#### [What is being asked]
Copy each line of the data below, character for character.

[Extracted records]
##########
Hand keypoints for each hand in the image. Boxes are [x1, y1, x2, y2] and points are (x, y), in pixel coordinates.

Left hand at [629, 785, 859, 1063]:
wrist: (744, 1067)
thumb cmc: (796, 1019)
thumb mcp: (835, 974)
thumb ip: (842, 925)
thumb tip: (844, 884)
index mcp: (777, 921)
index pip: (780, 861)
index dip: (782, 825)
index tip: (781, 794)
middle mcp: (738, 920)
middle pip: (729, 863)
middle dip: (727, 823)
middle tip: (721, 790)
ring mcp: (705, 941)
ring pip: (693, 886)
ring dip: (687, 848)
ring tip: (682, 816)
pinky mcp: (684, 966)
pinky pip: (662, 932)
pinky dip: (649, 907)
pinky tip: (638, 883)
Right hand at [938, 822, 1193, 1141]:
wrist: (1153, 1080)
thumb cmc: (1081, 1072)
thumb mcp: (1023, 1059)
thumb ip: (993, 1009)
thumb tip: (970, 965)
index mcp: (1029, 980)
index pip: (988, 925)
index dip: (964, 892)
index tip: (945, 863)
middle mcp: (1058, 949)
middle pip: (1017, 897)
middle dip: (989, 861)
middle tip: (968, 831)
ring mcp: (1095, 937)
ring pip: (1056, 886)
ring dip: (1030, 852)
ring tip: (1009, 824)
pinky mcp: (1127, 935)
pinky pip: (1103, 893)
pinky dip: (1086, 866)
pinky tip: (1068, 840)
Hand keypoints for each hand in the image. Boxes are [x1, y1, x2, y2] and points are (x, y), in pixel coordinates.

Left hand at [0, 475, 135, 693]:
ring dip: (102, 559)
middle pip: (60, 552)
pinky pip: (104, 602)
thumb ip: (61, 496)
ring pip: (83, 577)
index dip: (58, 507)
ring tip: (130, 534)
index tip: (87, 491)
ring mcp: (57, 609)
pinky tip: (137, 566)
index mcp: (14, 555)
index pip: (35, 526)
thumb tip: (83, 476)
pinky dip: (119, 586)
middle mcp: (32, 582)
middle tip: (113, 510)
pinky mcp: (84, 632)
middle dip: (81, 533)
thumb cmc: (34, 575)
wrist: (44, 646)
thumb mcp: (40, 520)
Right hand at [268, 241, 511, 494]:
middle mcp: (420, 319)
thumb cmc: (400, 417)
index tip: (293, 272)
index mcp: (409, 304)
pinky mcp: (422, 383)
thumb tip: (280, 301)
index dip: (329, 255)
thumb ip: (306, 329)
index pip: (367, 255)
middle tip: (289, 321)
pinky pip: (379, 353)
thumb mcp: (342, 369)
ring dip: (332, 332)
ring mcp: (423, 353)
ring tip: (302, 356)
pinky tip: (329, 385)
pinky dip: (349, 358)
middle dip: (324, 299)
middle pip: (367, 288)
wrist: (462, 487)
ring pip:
##########
#### [Response]
Hand keypoints for each hand in the image. Boxes are [x1, y1, x2, y2] and points are (x, y), in pixel coordinates.

Left hand at [629, 785, 859, 1063]:
wrist: (744, 1067)
thumb cmc: (796, 1019)
thumb mcp: (835, 974)
thumb ip: (842, 925)
thumb tip: (844, 884)
index mcp: (777, 921)
index pip: (780, 861)
index dip: (782, 825)
index tip: (781, 794)
middle mcp: (738, 920)
middle pip: (729, 863)
middle dip: (727, 823)
middle tip: (721, 790)
ring mcp: (705, 941)
ring pip: (693, 886)
ring dip: (687, 848)
ring tip: (682, 816)
pinky mcp: (684, 966)
pinky pip: (662, 932)
pinky dip: (649, 907)
pinky tip: (638, 883)
Right hand at [938, 822, 1193, 1141]:
wrist: (1153, 1080)
thumb cmc: (1081, 1072)
thumb mcp: (1023, 1059)
thumb ip: (993, 1009)
thumb tip: (970, 965)
index mcp: (1029, 980)
index pip: (988, 925)
index dip: (964, 892)
index tip: (945, 863)
middle mcp: (1058, 949)
middle pip: (1017, 897)
middle dip: (989, 861)
middle tip: (968, 831)
ring mcp: (1095, 937)
ring pip: (1056, 886)
ring dip: (1030, 852)
ring tip: (1009, 824)
pinky mcp: (1127, 935)
pinky pip: (1103, 893)
pinky dip: (1086, 866)
pinky tip: (1068, 840)
Hand keypoints for each hand in the image. Boxes are [x1, y1, x2, y2] and points are (x, y), in pixel coordinates.

Left hand at [0, 475, 135, 693]:
ring dip: (102, 559)
middle pip: (60, 552)
pinky pip: (104, 602)
thumb ip: (61, 496)
ring pip: (83, 577)
index dip: (58, 507)
ring tip: (130, 534)
index tip: (87, 491)
ring mcp: (57, 609)
pinky tip: (137, 566)
index mcp: (14, 555)
index pip: (35, 526)
thumb tip: (83, 476)
pinky dip: (119, 586)
middle mcp: (32, 582)
middle tip: (113, 510)
pinky mcp: (84, 632)
middle dip: (81, 533)
thumb cmc: (34, 575)
wrist: (44, 646)
thumb mcp: (40, 520)
Right hand at [268, 241, 511, 494]:
middle mcp: (420, 319)
thumb cmc: (400, 417)
index tip: (293, 272)
index mcp: (409, 304)
pinky mcp: (422, 383)
thumb tip: (280, 301)
index dip: (329, 255)
thumb ip: (306, 329)
index pip: (367, 255)
middle tip: (289, 321)
pinky pip: (379, 353)
thumb mcp: (342, 369)
ring dip: (332, 332)
ring mcp: (423, 353)
ring tip: (302, 356)
pinky tip: (329, 385)
pinky dip: (349, 358)
middle dip: (324, 299)
middle pip: (367, 288)
wrist: (462, 487)
ring pip:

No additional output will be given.